Whenever a line in the entries below includes the string "dead", count that line. Report the total alone.

--- GIVEN RECORDS ---

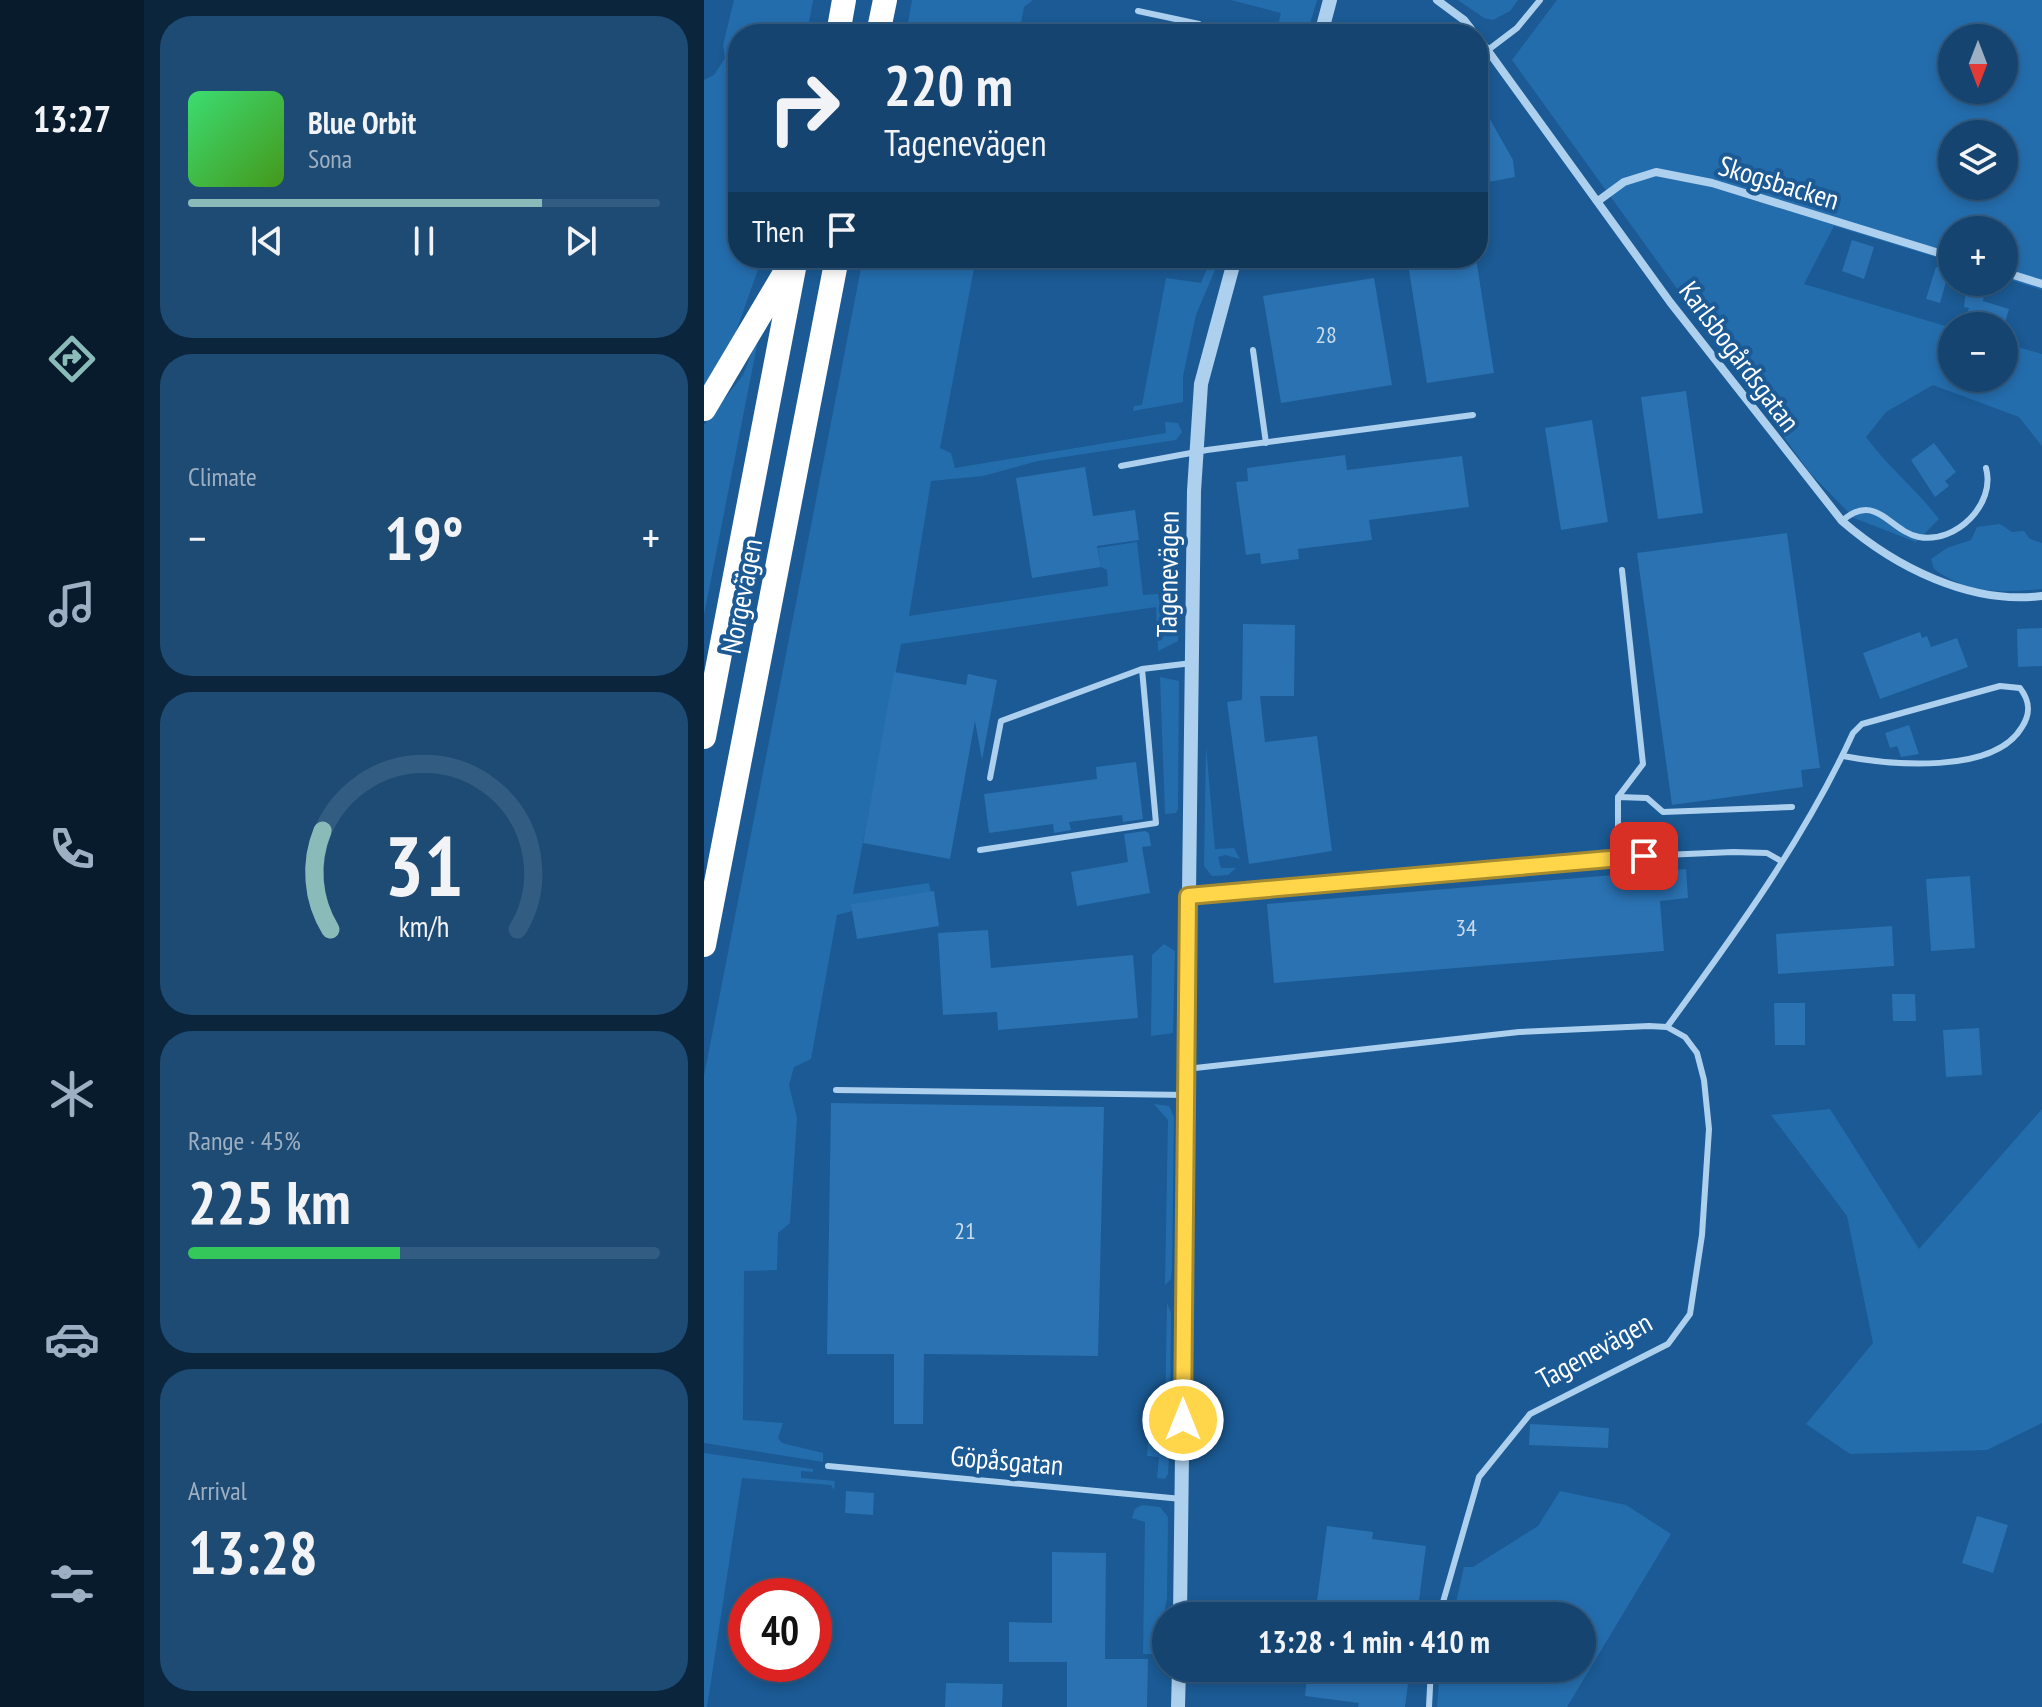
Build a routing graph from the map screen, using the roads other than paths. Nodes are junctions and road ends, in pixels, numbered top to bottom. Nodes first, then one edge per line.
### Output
1 (844, 0) edge
2 (885, 0) edge
3 (1330, 0) edge
4 (1437, 0) edge
5 (1540, 0) edge
6 (1138, 11) dead end
7 (840, 24) edge
8 (880, 24) edge
9 (1199, 24) edge
10 (1324, 24) edge
11 (1467, 24) edge
12 (1488, 50) joint
13 (1598, 201) junction
14 (1938, 253) edge
15 (788, 268) edge
16 (792, 268) edge
17 (835, 268) edge
18 (1232, 268) edge
19 (2018, 276) edge
20 (2042, 284) edge
21 (1253, 350) dead end
22 (704, 409) edge
23 (1473, 415) dead end
24 (1266, 443) junction
25 (1197, 452) junction
26 (1121, 466) dead end
27 (1986, 468) dead end
28 (1842, 521) junction
29 (1622, 570) dead end
30 (2042, 596) edge
31 (1192, 663) junction
32 (1142, 669) junction
33 (704, 737) edge
34 (1843, 756) junction
35 (990, 778) dead end
36 (1618, 797) junction
37 (1792, 807) dead end
38 (980, 850) dead end
39 (1618, 857) junction
40 (1781, 861) junction
41 (1188, 896) junction
42 (704, 945) edge
43 (1667, 1027) junction
44 (1185, 1069) junction
45 (836, 1090) dead end
46 (1186, 1095) junction
47 (828, 1466) dead end
48 (1182, 1499) junction
49 (1180, 1602) edge
50 (1443, 1602) edge
51 (1179, 1682) edge
52 (1430, 1682) edge
53 (1178, 1707) edge
54 (1429, 1707) edge

1 - 7 highway
2 - 8 highway
3 - 10 street
4 - 11 street, Karlsbogårdsgatan
5 - 12 lane
6 - 9 lane
12 - 13 street, Karlsbogårdsgatan
13 - 14 street, Skogsbacken
13 - 28 street, Karlsbogårdsgatan
15 - 22 highway
16 - 33 highway, Norgevägen
17 - 42 highway, Norgevägen
18 - 25 street, Tagenevägen
19 - 20 street
21 - 24 lane
23 - 24 lane
24 - 25 lane
25 - 26 lane
25 - 31 street, Tagenevägen
27 - 28 lane
28 - 30 street, Karlsbogårdsgatan
29 - 36 lane
31 - 32 lane
31 - 41 street, Tagenevägen
32 - 35 lane
32 - 38 lane
34 - 34 lane
34 - 40 lane
36 - 37 lane
36 - 39 lane
39 - 40 lane
39 - 41 lane
40 - 43 lane
41 - 44 street, Tagenevägen
43 - 44 lane
43 - 50 lane, Tagenevägen
44 - 46 street, Tagenevägen
45 - 46 lane
46 - 48 street, Tagenevägen
47 - 48 lane, Göpåsgatan
48 - 49 street, Tagenevägen
51 - 53 street
52 - 54 lane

---

• RESULT OF THIS TASK: 11